One week ago, people were planting poppy seeds on top of some of the remaining snow, and now it's sixty-four degrees, on its way to the seventies. Getting off the train from the city last night I smelled the river for the first time this year. This morning, when I was dragging broken branches from the storm to the curb for city pick up, the whole yard smelled like wild onions, and other smells I can't yet identify. Crocuses are blooming, daffodils and tulips are coming up, and many of these cracked branches have buds, not knowing yet that they're dying. And I was sweating.
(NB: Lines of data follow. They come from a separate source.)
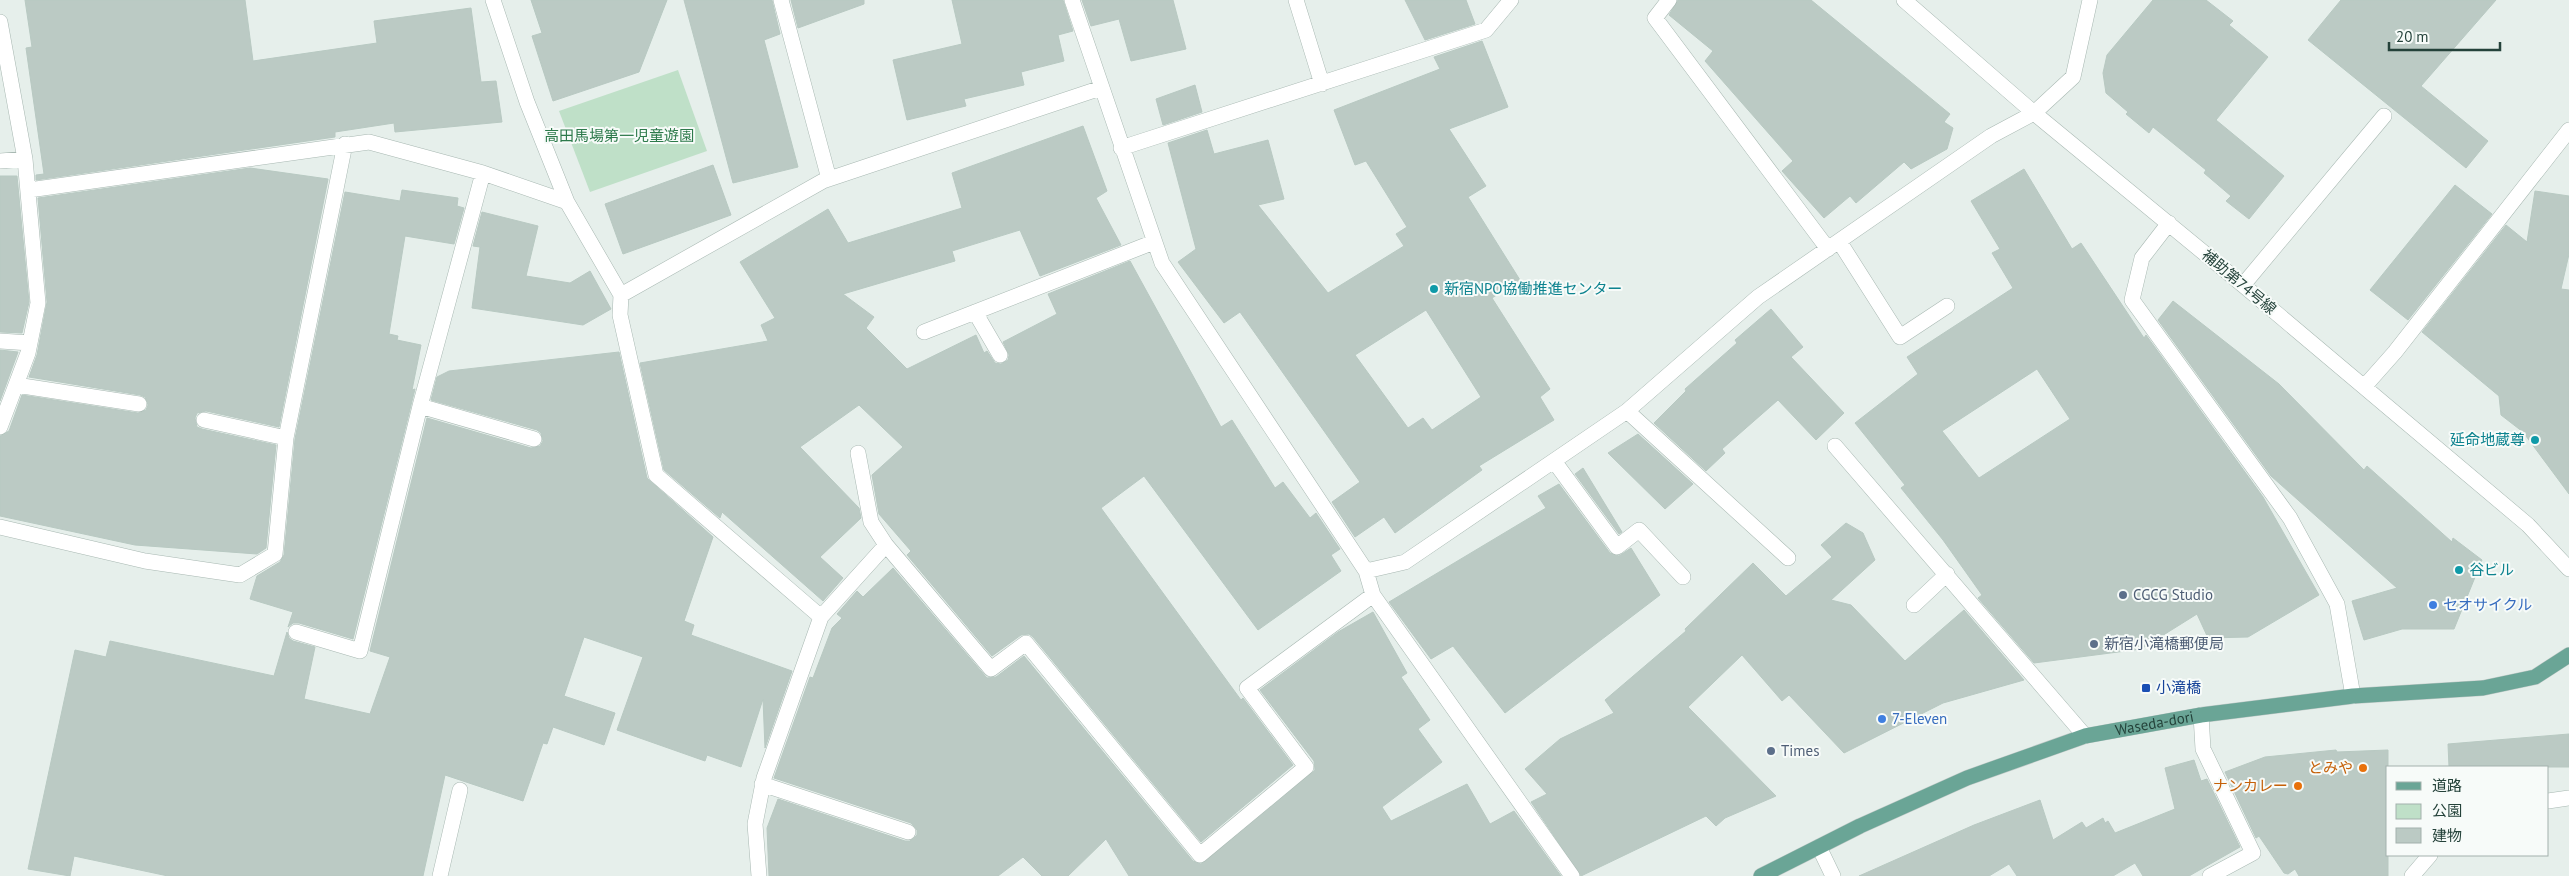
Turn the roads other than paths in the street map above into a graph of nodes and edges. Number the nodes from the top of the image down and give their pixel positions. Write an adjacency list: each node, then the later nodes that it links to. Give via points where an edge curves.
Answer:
1 (492, 0): 22 (street, via 527,102)
2 (781, 0): 20 (street)
3 (1072, 0): 11 (street)
4 (1296, 0): 10 (street)
5 (1511, 0): 10 (street, via 1486,30)
6 (1669, 0): 25 (street, via 1655,18)
7 (1904, 0): 12 (street, 補助第74号線)
8 (2090, 0): 12 (street, via 2073,77)
9 (0, 22): 17 (street)
10 (1322, 84): 16 (street)
11 (1101, 88): 16 (street); 20 (street)
12 (2034, 113): 23 (street, 補助第74号線); 25 (street, via 1991,136)
13 (2384, 116): 26 (street)
14 (2569, 130): 35 (street)
15 (345, 144): 19 (street, via 369,142); 21 (street); 41 (street)
16 (1121, 148): 24 (street)
17 (25, 159): 18 (street); 21 (street)
18 (0, 161)
19 (484, 173): 22 (street); 37 (street)
20 (829, 179): 27 (street)
21 (28, 190): 32 (street, via 38,303)
22 (567, 202): 27 (street)
23 (2169, 223): 26 (street, 補助第74号線); 58 (street, via 2142,258 2132,300 2290,518 2337,604)
24 (1154, 242): 29 (street); 50 (street, via 1162,263)
25 (1833, 245): 28 (street, via 1900,336); 38 (street, via 1758,297)
26 (2243, 285): 35 (street, 補助第74号線)
27 (622, 295): 55 (street, via 620,315 656,475)
28 (1948, 306)
29 (975, 312): 30 (street); 33 (street)
30 (924, 332)
31 (0, 341): 32 (street)
32 (30, 343): 34 (street)
33 (1000, 356)
34 (16, 385): 36 (street); 40 (street)
35 (2364, 387): 49 (street, 補助第74号線, via 2528,525)
36 (139, 404)
37 (420, 406): 42 (street); 56 (street, via 360,651)
38 (1627, 411): 45 (street); 48 (street)
39 (204, 420): 41 (street)
40 (0, 427)
41 (286, 438): 46 (street, via 275,554 240,574 145,561)
42 (534, 439)
43 (1835, 446): 51 (street)
44 (858, 453): 47 (street, via 870,522)
45 (1554, 460): 50 (street, via 1405,562); 52 (street, via 1616,546 1640,530)
46 (0, 526)
47 (886, 544): 53 (street, via 991,669 1026,643 1200,855 1306,767 1247,688); 55 (street)
48 (1788, 558)
49 (2569, 568)
50 (1366, 571): 53 (street)
51 (1947, 574): 54 (street); 60 (street)
52 (1683, 577)
53 (1373, 596): 70 (street)
54 (1914, 605)
55 (821, 617): 61 (street)
56 (296, 632)
57 (2569, 655): 58 (main road, Waseda-dori, via 2535,677 2483,688)
58 (2353, 696): 59 (main road, Waseda-dori)
59 (2201, 715): 60 (main road, Waseda-dori); 73 (street, via 2203,749 2253,853)
60 (2085, 736): 66 (main road, Waseda-dori, via 1968,778)
61 (762, 784): 65 (street); 69 (street, via 755,824)
62 (460, 790): 68 (street)
63 (2569, 798): 64 (street)
64 (2549, 801)
65 (908, 832)
66 (1819, 847): 71 (main road, Waseda-dori); 72 (street)
67 (2429, 856): 74 (street)
68 (440, 876)
69 (759, 876)
70 (1572, 876)
71 (1761, 876)
72 (1833, 876)
73 (2210, 876)
74 (2412, 876)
I adore warm weather, so all of this is very nice. I love having all the doors flung open, and the cats are in bliss about it, too. But it is early. Three weeks ago we had no power, and carved little passageways for ourselves to move around in the canyons of ice and snow. Last week, flooding threatened to wash the market out. At least all the rain took all the snow with it. (Don't the streets and sidewalks seem so wide now?)
This typical-for-May weather is the end of root cellar storage, for sure, with everything either rotting or sprouting or both. I worry after the sunchokes in the garden, and whether they'll last three more weeks without sprouting. I'm juicing last carrots like a maniac, and relocating potatoes to the coolest, darkest spots I can find. And pulling up my sleeves so that my shoulders can get some sun.